**WHAT THE TASK REQUIRES**
Return the listing in full and exactly, but without a single picture.
*** SUPPLIED RECORDS ***
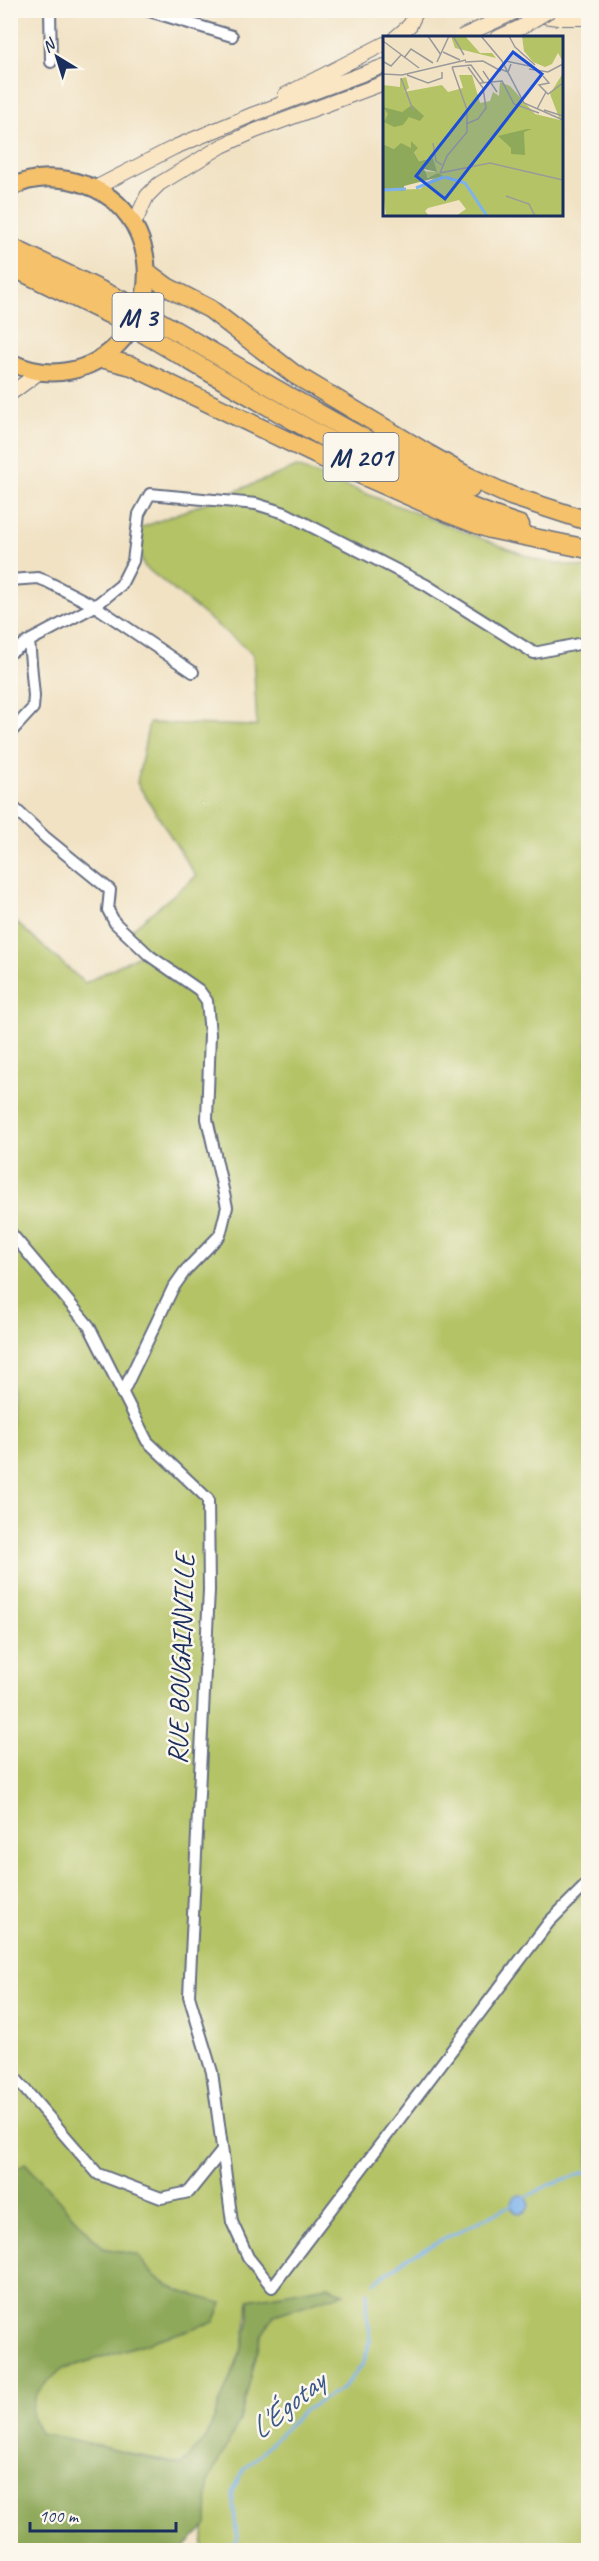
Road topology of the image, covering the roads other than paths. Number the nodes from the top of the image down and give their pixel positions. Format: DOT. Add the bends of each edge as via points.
graph roads {
  1 [pos="50,10"];
  2 [pos="146,10"];
  3 [pos="417,10"];
  4 [pos="506,10"];
  5 [pos="519,10"];
  6 [pos="550,10"];
  7 [pos="588,18"];
  8 [pos="232,36"];
  9 [pos="397,36"];
  10 [pos="463,36"];
  11 [pos="502,36"];
  12 [pos="383,44"];
  13 [pos="51,62"];
  14 [pos="383,66"];
  15 [pos="383,83"];
  16 [pos="254,114"];
  17 [pos="10,188"];
  18 [pos="95,188"];
  19 [pos="134,224"];
  20 [pos="10,247"];
  21 [pos="10,266"];
  22 [pos="148,273"];
  23 [pos="117,308"];
  24 [pos="152,328"];
  25 [pos="101,358"];
  26 [pos="10,362"];
  27 [pos="41,371"];
  28 [pos="10,394"];
  29 [pos="588,521"];
  30 [pos="588,529"];
  31 [pos="588,548"];
  32 [pos="10,580"];
  33 [pos="95,606"];
  34 [pos="29,641"];
  35 [pos="588,642"];
  36 [pos="10,653"];
  37 [pos="193,672"];
  38 [pos="10,733"];
  39 [pos="10,804"];
  40 [pos="10,1232"];
  41 [pos="122,1394"];
  42 [pos="588,1883"];
  43 [pos="10,2072"];
  44 [pos="222,2151"];
  1 -- 13 [label="street"];
  2 -- 8 [label="street"];
  3 -- 9 [label="main road" via="410,25"];
  4 -- 7 [label="main road"];
  5 -- 10 [label="main road, bridge"];
  6 -- 11 [label="main road, bridge"];
  12 -- 16 [label="main road"];
  14 -- 16 [label="main road"];
  15 -- 19 [label="main road" via="255,131 213,151 159,184 147,196"];
  16 -- 18 [label="main road" via="175,147"];
  17 -- 18 [label="main road, M 3" via="56,178"];
  18 -- 19 [label="main road, M 3" via="117,204"];
  19 -- 22 [label="main road, M 3" via="145,247"];
  20 -- 23 [label="highway, M 201"];
  21 -- 23 [label="highway, M 201"];
  22 -- 25 [label="main road, M 3" via="146,298 136,322 121,342"];
  22 -- 29 [label="highway" via="210,309 294,374 438,460 511,496"];
  23 -- 24 [label="highway, M 201, bridge"];
  24 -- 30 [label="highway, M 201" via="418,467 500,502"];
  24 -- 31 [label="highway, M 201" via="331,442 412,483 495,517"];
  25 -- 27 [label="main road, M 3" via="82,367"];
  25 -- 31 [label="highway" via="132,366 448,513 490,529"];
  26 -- 27 [label="main road, M 3"];
  27 -- 28 [label="main road"];
  32 -- 33 [label="street" via="38,578"];
  33 -- 34 [label="street"];
  33 -- 35 [label="street" via="121,585 133,561 139,514 150,494 256,504 285,513 426,585 534,653"];
  33 -- 37 [label="street"];
  34 -- 36 [label="street"];
  34 -- 38 [label="street" via="33,708"];
  39 -- 41 [label="street" via="110,890 108,910 115,923 150,956 199,990 207,1001 207,1119 227,1207 224,1223 214,1244 173,1288"];
  40 -- 41 [label="street, RUE BOUGAINVILLE" via="89,1326"];
  41 -- 44 [label="street, RUE BOUGAINVILLE" via="147,1441 208,1499 209,1590 189,1996 212,2072"];
  42 -- 44 [label="street, RUE BOUGAINVILLE" via="549,1922 272,2287 248,2257 232,2222"];
  43 -- 44 [label="street" via="98,2174 161,2198 189,2192"];
}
***
**RESPONSE FOR THIS EXERCISE**
Road topology of the image, covering the roads other than paths. Number the nodes from the top of the image down and give their pixel positions. Format: DOT. Add the bends of each edge as via points.
graph roads {
  1 [pos="50,10"];
  2 [pos="146,10"];
  3 [pos="417,10"];
  4 [pos="506,10"];
  5 [pos="519,10"];
  6 [pos="550,10"];
  7 [pos="588,18"];
  8 [pos="232,36"];
  9 [pos="397,36"];
  10 [pos="463,36"];
  11 [pos="502,36"];
  12 [pos="383,44"];
  13 [pos="51,62"];
  14 [pos="383,66"];
  15 [pos="383,83"];
  16 [pos="254,114"];
  17 [pos="10,188"];
  18 [pos="95,188"];
  19 [pos="134,224"];
  20 [pos="10,247"];
  21 [pos="10,266"];
  22 [pos="148,273"];
  23 [pos="117,308"];
  24 [pos="152,328"];
  25 [pos="101,358"];
  26 [pos="10,362"];
  27 [pos="41,371"];
  28 [pos="10,394"];
  29 [pos="588,521"];
  30 [pos="588,529"];
  31 [pos="588,548"];
  32 [pos="10,580"];
  33 [pos="95,606"];
  34 [pos="29,641"];
  35 [pos="588,642"];
  36 [pos="10,653"];
  37 [pos="193,672"];
  38 [pos="10,733"];
  39 [pos="10,804"];
  40 [pos="10,1232"];
  41 [pos="122,1394"];
  42 [pos="588,1883"];
  43 [pos="10,2072"];
  44 [pos="222,2151"];
  1 -- 13 [label="street"];
  2 -- 8 [label="street"];
  3 -- 9 [label="main road" via="410,25"];
  4 -- 7 [label="main road"];
  5 -- 10 [label="main road, bridge"];
  6 -- 11 [label="main road, bridge"];
  12 -- 16 [label="main road"];
  14 -- 16 [label="main road"];
  15 -- 19 [label="main road" via="255,131 213,151 159,184 147,196"];
  16 -- 18 [label="main road" via="175,147"];
  17 -- 18 [label="main road, M 3" via="56,178"];
  18 -- 19 [label="main road, M 3" via="117,204"];
  19 -- 22 [label="main road, M 3" via="145,247"];
  20 -- 23 [label="highway, M 201"];
  21 -- 23 [label="highway, M 201"];
  22 -- 25 [label="main road, M 3" via="146,298 136,322 121,342"];
  22 -- 29 [label="highway" via="210,309 294,374 438,460 511,496"];
  23 -- 24 [label="highway, M 201, bridge"];
  24 -- 30 [label="highway, M 201" via="418,467 500,502"];
  24 -- 31 [label="highway, M 201" via="331,442 412,483 495,517"];
  25 -- 27 [label="main road, M 3" via="82,367"];
  25 -- 31 [label="highway" via="132,366 448,513 490,529"];
  26 -- 27 [label="main road, M 3"];
  27 -- 28 [label="main road"];
  32 -- 33 [label="street" via="38,578"];
  33 -- 34 [label="street"];
  33 -- 35 [label="street" via="121,585 133,561 139,514 150,494 256,504 285,513 426,585 534,653"];
  33 -- 37 [label="street"];
  34 -- 36 [label="street"];
  34 -- 38 [label="street" via="33,708"];
  39 -- 41 [label="street" via="110,890 108,910 115,923 150,956 199,990 207,1001 207,1119 227,1207 224,1223 214,1244 173,1288"];
  40 -- 41 [label="street, RUE BOUGAINVILLE" via="89,1326"];
  41 -- 44 [label="street, RUE BOUGAINVILLE" via="147,1441 208,1499 209,1590 189,1996 212,2072"];
  42 -- 44 [label="street, RUE BOUGAINVILLE" via="549,1922 272,2287 248,2257 232,2222"];
  43 -- 44 [label="street" via="98,2174 161,2198 189,2192"];
}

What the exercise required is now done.